La mañana la pasé terminando de preparar las dosis de drogas y evitando pensar en Jake o en la mocosa que unas pocas horas antes había echado de mi casa. Me dí una ducha refrescante, me tomé un café, y salí de mi apartamento dispuesto a conseguir el dinero que me salvaría de pasar una temporada en la UCI de cualquier hospital con mi cara irreconocible.
Salí de mi edificio de tres pisos y me enfrenté a la enormidad de aquel lugar. Frente a mi se extendía el inmenso barrio de Brooklyn, con sus edificios altos de ladrillos rojizos, las alcantarillas mojadas, las calles con las paredes llenas de graffitis con palabras indescifrables...

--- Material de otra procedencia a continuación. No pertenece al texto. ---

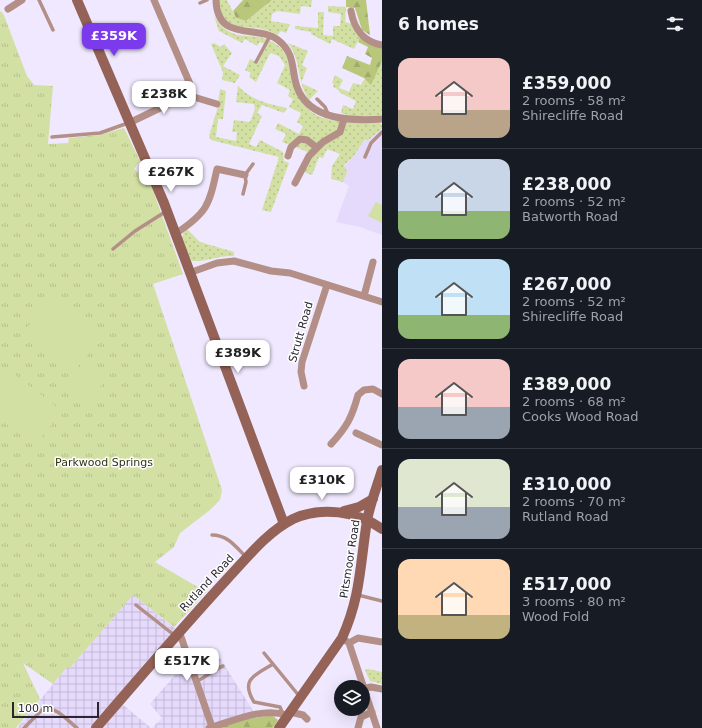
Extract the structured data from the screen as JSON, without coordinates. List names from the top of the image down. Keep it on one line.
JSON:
{"streets":{"street":["Strutt Road","Pitsmoor Road","Rutland Road"]},"crossings":[["Pitsmoor Road","Rutland Road"]],"parks":["Parkwood Springs"],"scale_bar":"100 m","page":{"heading":"6 homes","price":["£359K","£238K","£267K","£389K","£310K","£517K"],"list":[{"name":"£359,000","note":"2 rooms · 58 m² · Shirecliffe Road"},{"name":"£238,000","note":"2 rooms · 52 m² · Batworth Road"},{"name":"£267,000","note":"2 rooms · 52 m² · Shirecliffe Road"},{"name":"£389,000","note":"2 rooms · 68 m² · Cooks Wood Road"},{"name":"£310,000","note":"2 rooms · 70 m² · Rutland Road"},{"name":"£517,000","note":"3 rooms · 80 m² · Wood Fold"}],"scale":"100 m"}}
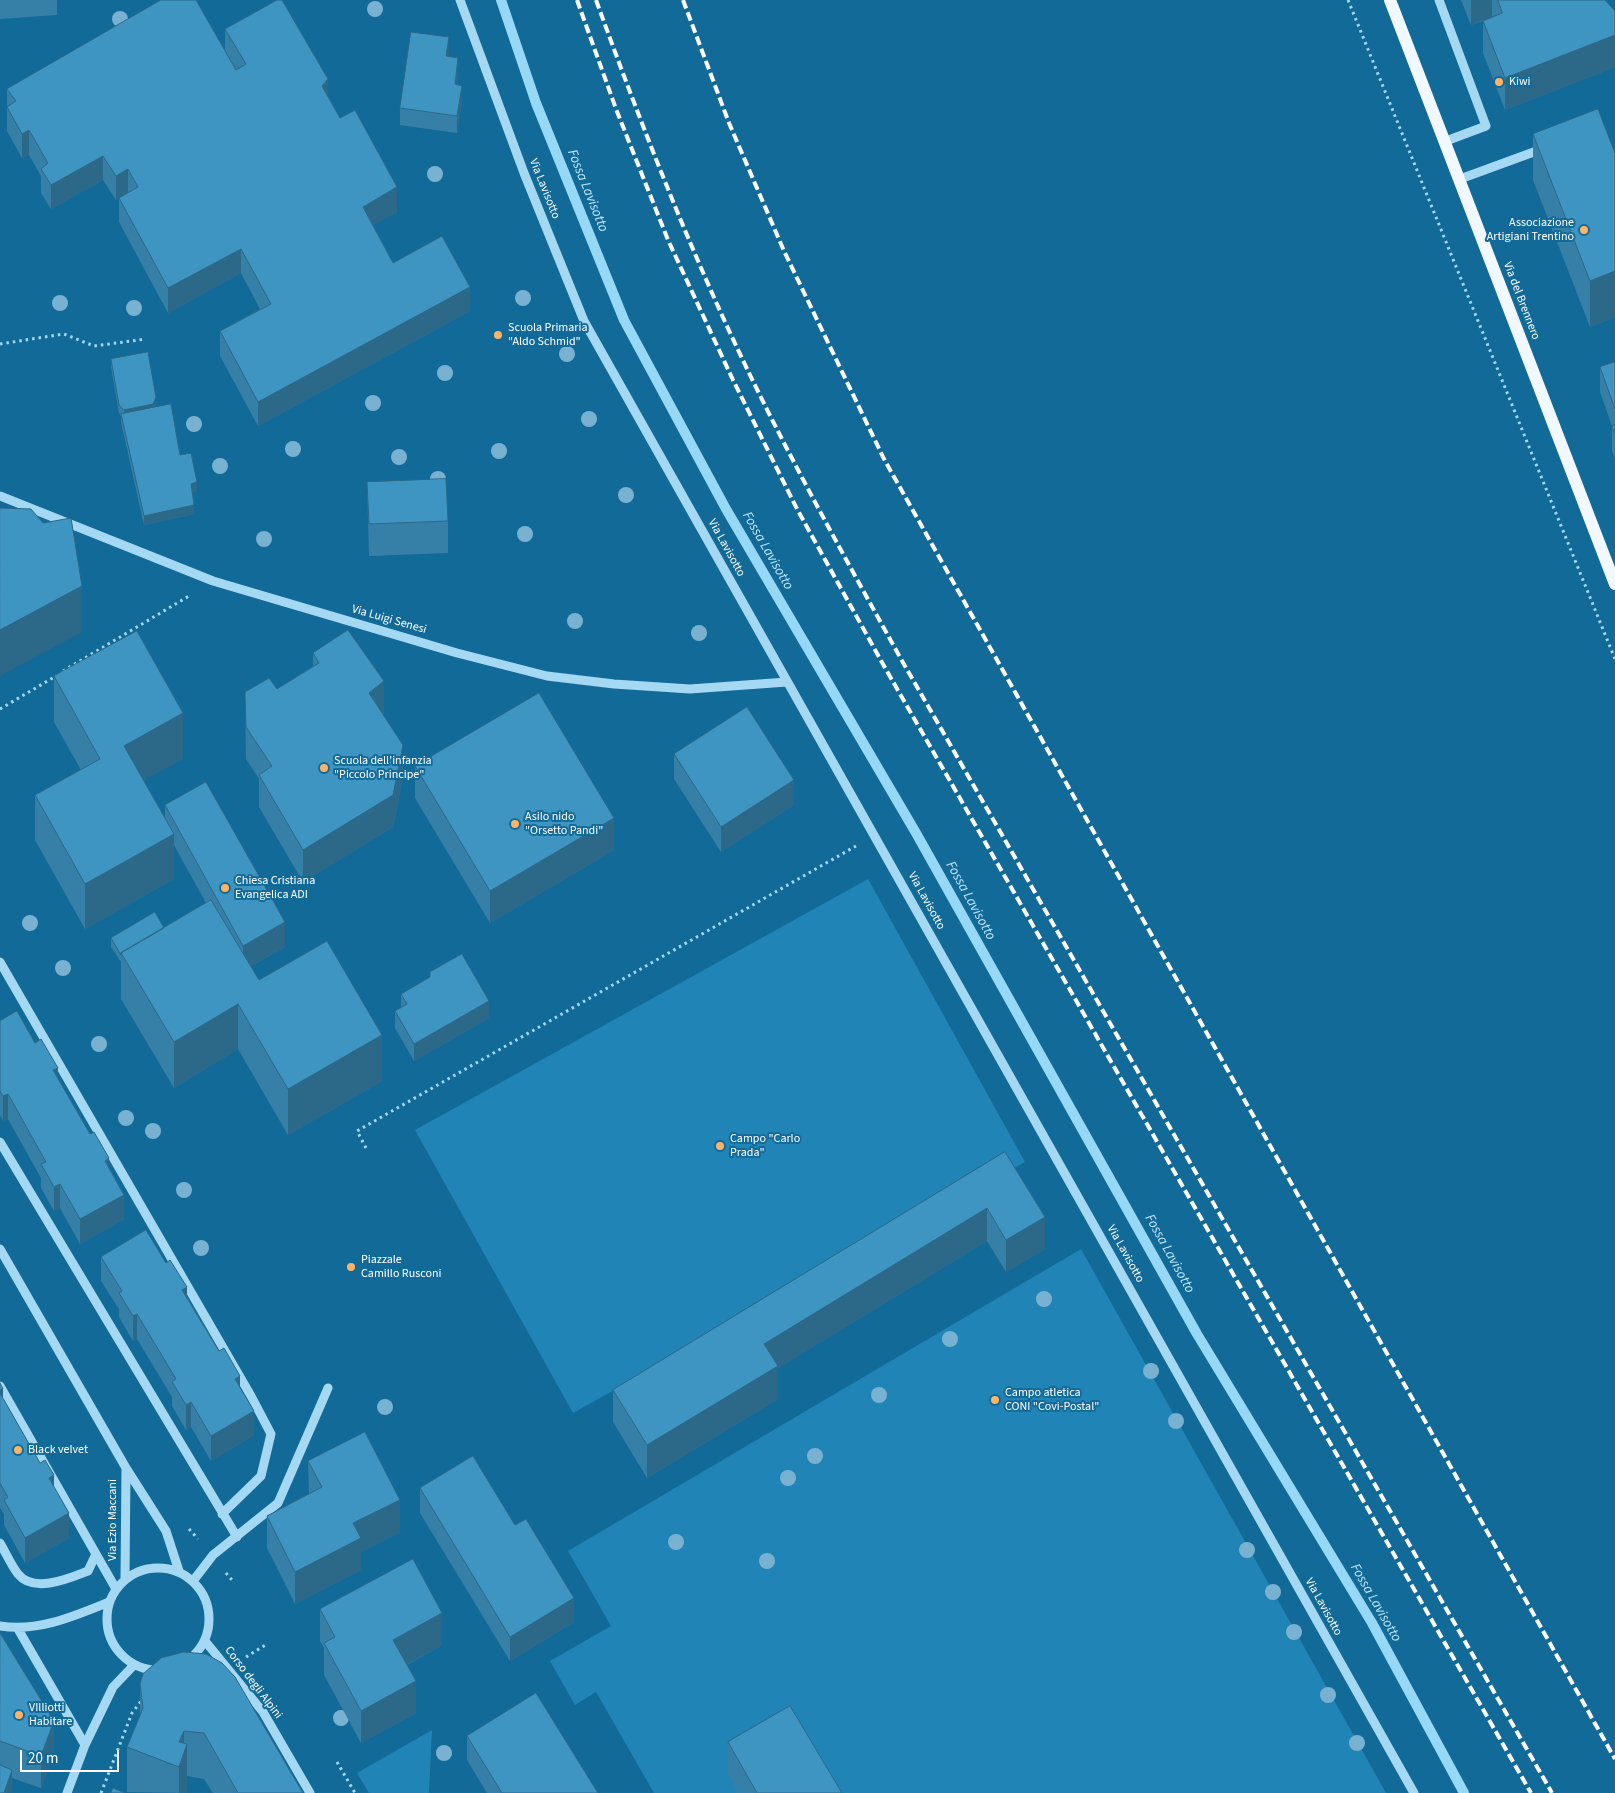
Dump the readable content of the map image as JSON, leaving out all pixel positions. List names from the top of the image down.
{
  "streets": {
    "main road": ["Via del Brennero"],
    "street": [
      "Via Lavisotto",
      "Via Luigi Senesi",
      "Via Ezio Maccani",
      "Corso degli Alpini"
    ]
  },
  "crossings": [
    ["Via Lavisotto", "Via Luigi Senesi"],
    ["Via Ezio Maccani", "Corso degli Alpini"]
  ],
  "water": ["Fossa Lavisotto"],
  "places": [
    "Kiwi",
    "Associazione Artigiani Trentino",
    "Scuola Primaria \"Aldo Schmid\"",
    "Scuola dell'infanzia \"Piccolo Principe\"",
    "Asilo nido \"Orsetto Pandi\"",
    "Chiesa Cristiana Evangelica ADI",
    "Campo \"Carlo Prada\"",
    "Piazzale Camillo Rusconi",
    "Campo atletica CONI \"Covi-Postal\"",
    "Black velvet",
    "VIlliotti Habitare"
  ],
  "scale_bar": "20 m"
}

Aun no eran las doce, y tenia mucho trabajo por delante, así que con las manos metidas en los boslillos del tejano, bajé un par de calles y justo en la esquina lo encontré: un porsh granate oscuro con la ventanilla bajada y la música más alta de lo que mis tímpanos podían soportar, estaba aparcado junto a los cubos de basura: mi primer cliente me esperaba.

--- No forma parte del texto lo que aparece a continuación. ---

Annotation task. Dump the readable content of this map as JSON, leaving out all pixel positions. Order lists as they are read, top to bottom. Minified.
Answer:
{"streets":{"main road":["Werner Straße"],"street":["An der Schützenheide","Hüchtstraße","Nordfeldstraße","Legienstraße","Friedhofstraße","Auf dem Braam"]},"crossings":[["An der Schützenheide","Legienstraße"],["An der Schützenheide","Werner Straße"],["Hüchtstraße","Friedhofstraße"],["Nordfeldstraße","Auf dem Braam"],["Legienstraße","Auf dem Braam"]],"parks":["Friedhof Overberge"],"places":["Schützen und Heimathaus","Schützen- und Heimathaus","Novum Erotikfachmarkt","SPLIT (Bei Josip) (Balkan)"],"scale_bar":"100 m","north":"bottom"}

Por lo general, acostumbraba a clasificar mis clientes en tres tipos. El primero, y más abundante: niños ricos de papá completamente enganchados a la droga que venían hasta aquí desde Manhattan en sus coches nuevos relucientes. La mayoría eran clientes fijos, ya que la mercancía que traía Cox era de la buena y, aunque me enfermaba la actitud y arrogancia de esos niños ricos, eso sabían apreciarlo. De vez en cuando tambien vendia a los típicos jovenes que tan solo buscavan material con el que pasar una noche frenética en los mejores locales de Brooklyn, o conseguir a la chica de turno que tocaba para echar un polvo y pasar un rato divertido. A estos difícilmente les volvía a ver la cara. Finalmente tenia los tipos como Jake. Eran los más fieles sin duda alguna. Hombres y mujeres que llevan años malviviendo de las drogas, que no tienen pasado, presente ni futuro...personas cuyo único objetivo en la vida es arreglárselas para poder drogarse sin importar nada más...esos eran clientes fieles que te seguirían hasta el mismo infierno si llevabas encima algo para que se colocaran en un rincón.
Andúbe durante todo el día de una lado a otro entregando mercancía, haciendo tratos y buscando clientes a los que satisfacer sus necesidades.
A las once de la noche cerré mi último negocio y me encaminé hacia mi casa hecho polvo y muerto de hambre. Iva distraido, con las manos heladas metidas en los bolsillos. Sin duda alguna estava seguro que aquel diciembre era el más frío que habia pasado aquí en Nueva York. Tuve que pararme a unos diez metros de mi casa, en frente de un callejón, ya que me pareció escuchar algo, apenas un susurro. Me asomé a la oscuridad de esa calle sin salida.
- ¿Hola?...- Entré en el callejón despacio, mientras mis pupilas se dilatavan al máximo para acostumbrarse a esa absoluta oscuridad.
No negaré que estaba muerto de miedo. Ese que se te instala en el subconsciente, fruto de fotogramas de peliculas de terror. Me recriminé a mi mismo por pensar esas gilipolleces y me adentré en esa calle muerto por la curiosidad.
No tuve que andar mucho, apenas a unos cuatro o cinco pasos pude ver un bulto en el suelo recostado en la pared. Apenas se movia, pero podia escuchar la respiración lenta. No tenia ni idea de lo que podia ser eso, por lo que me dispuse a hacercarme un poco más y cuando mis ojos descubrieron lo que era, por un momento me olvidé de respirar. Allí estava ella... No podria describir la oleada de emociones que sentí en ese momento, pero puedo asegurar que ninguna fué buena. Culpabilidad, remordimiento, ira, arrepentimiento...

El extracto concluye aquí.